>>>

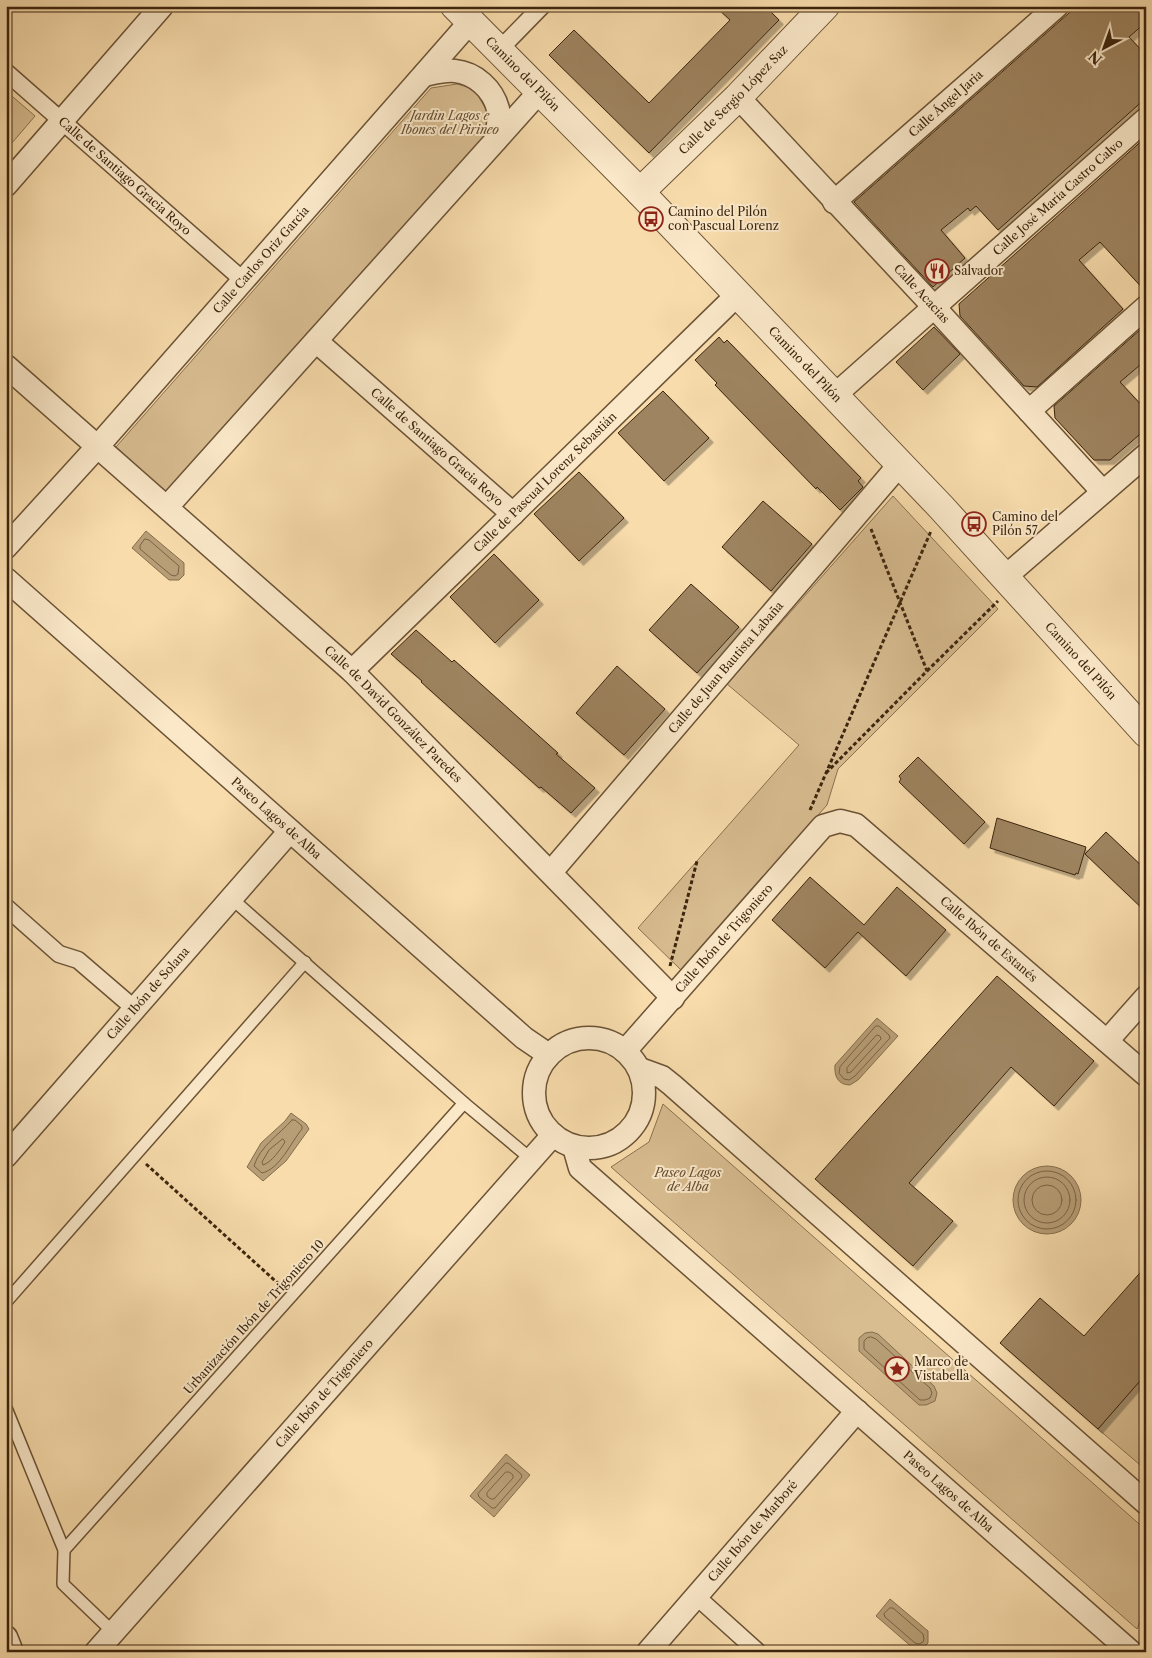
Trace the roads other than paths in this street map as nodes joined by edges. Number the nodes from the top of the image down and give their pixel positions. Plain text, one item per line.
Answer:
1 (162, 6) edge
2 (542, 6) edge
3 (825, 6) edge
4 (1057, 6) edge
5 (462, 14) edge
6 (499, 50) junction
7 (6, 72) edge
8 (424, 75) junction
9 (540, 91) junction
10 (738, 97) junction
11 (1146, 119) edge
12 (62, 121) junction
13 (496, 140) junction
14 (6, 184) edge
15 (640, 192) junction
16 (834, 202) junction
17 (244, 281) junction
18 (738, 294) junction
19 (934, 307) junction
20 (1146, 307) edge
21 (316, 341) junction
22 (6, 366) edge
23 (835, 395) junction
24 (1029, 411) junction
25 (98, 446) junction
26 (1146, 455) edge
27 (900, 464) junction
28 (1103, 492) junction
29 (167, 507) junction
30 (513, 514) junction
31 (6, 548) edge
32 (6, 580) edge
33 (1009, 582) junction
34 (352, 671) junction
35 (1146, 733) edge
36 (814, 822) joint
37 (290, 831) junction
38 (551, 872) junction
39 (231, 898) junction
40 (6, 907) edge
41 (305, 962) junction
42 (666, 991) junction
43 (1146, 997) edge
44 (135, 1009) junction
45 (1107, 1041) junction
46 (625, 1051) junction
47 (549, 1055) junction
48 (640, 1069) junction
49 (1146, 1075) edge
50 (464, 1104) junction
51 (553, 1135) junction
52 (574, 1147) junction
53 (6, 1156) edge
54 (532, 1160) junction
55 (6, 1302) edge
56 (6, 1408) edge
57 (857, 1411) junction
58 (1146, 1504) edge
59 (64, 1550) junction
60 (697, 1597) junction
61 (114, 1632) junction
62 (6, 1637) edge
63 (12, 1652) edge
64 (96, 1652) edge
65 (648, 1652) edge
66 (758, 1652) edge
67 (1131, 1652) edge

1 - 12 street
2 - 6 street
3 - 10 street, Calle de Sergio López Saz
4 - 16 street, Calle Ángel Jaria
5 - 6 street, Camino del Pilón
5 - 8 street, Calle Carlos Oriz García
6 - 9 street, Camino del Pilón
7 - 12 street, Calle de Santiago Gracia Royo
8 - 13 street
8 - 17 street, Calle Carlos Oriz García
9 - 13 street
9 - 15 street, Camino del Pilón
10 - 15 street, Calle de Sergio López Saz
10 - 16 street, Calle Acacias
11 - 19 street, Calle José María Castro Calvo
12 - 14 street
12 - 17 street, Calle de Santiago Gracia Royo
13 - 21 street
15 - 18 street, Camino del Pilón
16 - 19 street, Calle Acacias
17 - 25 street, Calle Carlos Oriz García
18 - 23 street, Camino del Pilón
18 - 30 street, Calle de Pascual Lorenz Sebastián
19 - 23 street, Calle José María Castro Calvo
19 - 24 street, Calle Acacias
20 - 24 street
21 - 29 street
21 - 30 street, Calle de Santiago Gracia Royo
22 - 25 street, Calle de David González Paredes
23 - 27 street, Camino del Pilón
24 - 28 street, Calle Acacias
25 - 29 street, Calle de David González Paredes
25 - 31 street
26 - 28 street
27 - 33 street, Camino del Pilón
27 - 38 street, Calle de Juan Bautista Labaña
28 - 33 street
29 - 34 street, Calle de David González Paredes
30 - 34 street, Calle de Pascual Lorenz Sebastián
32 - 37 street, Paseo Lagos de Alba
33 - 35 street, Camino del Pilón
34 - 38 street, Calle de David González Paredes
36 - 42 street, Calle Ibón de Trigoniero
36 - 45 street, Calle Ibón de Estanés
37 - 39 street, Calle Ibón de Solana
37 - 47 street, Paseo Lagos de Alba
38 - 42 street, Calle de David González Paredes
39 - 41 lane
39 - 44 street, Calle Ibón de Solana
40 - 44 street
41 - 50 lane
41 - 55 lane
42 - 46 street, Calle Ibón de Trigoniero
43 - 45 street
44 - 53 street, Calle Ibón de Solana
45 - 49 street, Calle Ibón de Estanés
46 - 47 street
46 - 48 street
47 - 51 street
48 - 52 street
48 - 58 street
50 - 54 lane
50 - 59 lane, Urbanización Ibón de Trigoniero 10
51 - 52 street
51 - 54 street, Calle Ibón de Trigoniero
52 - 57 street, Paseo Lagos de Alba
54 - 61 street, Calle Ibón de Trigoniero
56 - 59 lane
57 - 60 street, Calle Ibón de Marboré
57 - 67 street, Paseo Lagos de Alba
59 - 61 lane
60 - 65 street, Calle Ibón de Marboré
60 - 66 street
61 - 64 street, Calle Ibón de Trigoniero
62 - 63 street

<<<

> Exercise requirements:
Every entry must be transcribed exactly. Pictures do not belong in the copy.

> Output for this exercise:
Trace the roads other than paths in this street map as nodes joined by edges. Number the nodes from the top of the image down and give their pixel positions. Plain text, one item per line.
Answer:
1 (162, 6) edge
2 (542, 6) edge
3 (825, 6) edge
4 (1057, 6) edge
5 (462, 14) edge
6 (499, 50) junction
7 (6, 72) edge
8 (424, 75) junction
9 (540, 91) junction
10 (738, 97) junction
11 (1146, 119) edge
12 (62, 121) junction
13 (496, 140) junction
14 (6, 184) edge
15 (640, 192) junction
16 (834, 202) junction
17 (244, 281) junction
18 (738, 294) junction
19 (934, 307) junction
20 (1146, 307) edge
21 (316, 341) junction
22 (6, 366) edge
23 (835, 395) junction
24 (1029, 411) junction
25 (98, 446) junction
26 (1146, 455) edge
27 (900, 464) junction
28 (1103, 492) junction
29 (167, 507) junction
30 (513, 514) junction
31 (6, 548) edge
32 (6, 580) edge
33 (1009, 582) junction
34 (352, 671) junction
35 (1146, 733) edge
36 (814, 822) joint
37 (290, 831) junction
38 (551, 872) junction
39 (231, 898) junction
40 (6, 907) edge
41 (305, 962) junction
42 (666, 991) junction
43 (1146, 997) edge
44 (135, 1009) junction
45 (1107, 1041) junction
46 (625, 1051) junction
47 (549, 1055) junction
48 (640, 1069) junction
49 (1146, 1075) edge
50 (464, 1104) junction
51 (553, 1135) junction
52 (574, 1147) junction
53 (6, 1156) edge
54 (532, 1160) junction
55 (6, 1302) edge
56 (6, 1408) edge
57 (857, 1411) junction
58 (1146, 1504) edge
59 (64, 1550) junction
60 (697, 1597) junction
61 (114, 1632) junction
62 (6, 1637) edge
63 (12, 1652) edge
64 (96, 1652) edge
65 (648, 1652) edge
66 (758, 1652) edge
67 (1131, 1652) edge

1 - 12 street
2 - 6 street
3 - 10 street, Calle de Sergio López Saz
4 - 16 street, Calle Ángel Jaria
5 - 6 street, Camino del Pilón
5 - 8 street, Calle Carlos Oriz García
6 - 9 street, Camino del Pilón
7 - 12 street, Calle de Santiago Gracia Royo
8 - 13 street
8 - 17 street, Calle Carlos Oriz García
9 - 13 street
9 - 15 street, Camino del Pilón
10 - 15 street, Calle de Sergio López Saz
10 - 16 street, Calle Acacias
11 - 19 street, Calle José María Castro Calvo
12 - 14 street
12 - 17 street, Calle de Santiago Gracia Royo
13 - 21 street
15 - 18 street, Camino del Pilón
16 - 19 street, Calle Acacias
17 - 25 street, Calle Carlos Oriz García
18 - 23 street, Camino del Pilón
18 - 30 street, Calle de Pascual Lorenz Sebastián
19 - 23 street, Calle José María Castro Calvo
19 - 24 street, Calle Acacias
20 - 24 street
21 - 29 street
21 - 30 street, Calle de Santiago Gracia Royo
22 - 25 street, Calle de David González Paredes
23 - 27 street, Camino del Pilón
24 - 28 street, Calle Acacias
25 - 29 street, Calle de David González Paredes
25 - 31 street
26 - 28 street
27 - 33 street, Camino del Pilón
27 - 38 street, Calle de Juan Bautista Labaña
28 - 33 street
29 - 34 street, Calle de David González Paredes
30 - 34 street, Calle de Pascual Lorenz Sebastián
32 - 37 street, Paseo Lagos de Alba
33 - 35 street, Camino del Pilón
34 - 38 street, Calle de David González Paredes
36 - 42 street, Calle Ibón de Trigoniero
36 - 45 street, Calle Ibón de Estanés
37 - 39 street, Calle Ibón de Solana
37 - 47 street, Paseo Lagos de Alba
38 - 42 street, Calle de David González Paredes
39 - 41 lane
39 - 44 street, Calle Ibón de Solana
40 - 44 street
41 - 50 lane
41 - 55 lane
42 - 46 street, Calle Ibón de Trigoniero
43 - 45 street
44 - 53 street, Calle Ibón de Solana
45 - 49 street, Calle Ibón de Estanés
46 - 47 street
46 - 48 street
47 - 51 street
48 - 52 street
48 - 58 street
50 - 54 lane
50 - 59 lane, Urbanización Ibón de Trigoniero 10
51 - 52 street
51 - 54 street, Calle Ibón de Trigoniero
52 - 57 street, Paseo Lagos de Alba
54 - 61 street, Calle Ibón de Trigoniero
56 - 59 lane
57 - 60 street, Calle Ibón de Marboré
57 - 67 street, Paseo Lagos de Alba
59 - 61 lane
60 - 65 street, Calle Ibón de Marboré
60 - 66 street
61 - 64 street, Calle Ibón de Trigoniero
62 - 63 street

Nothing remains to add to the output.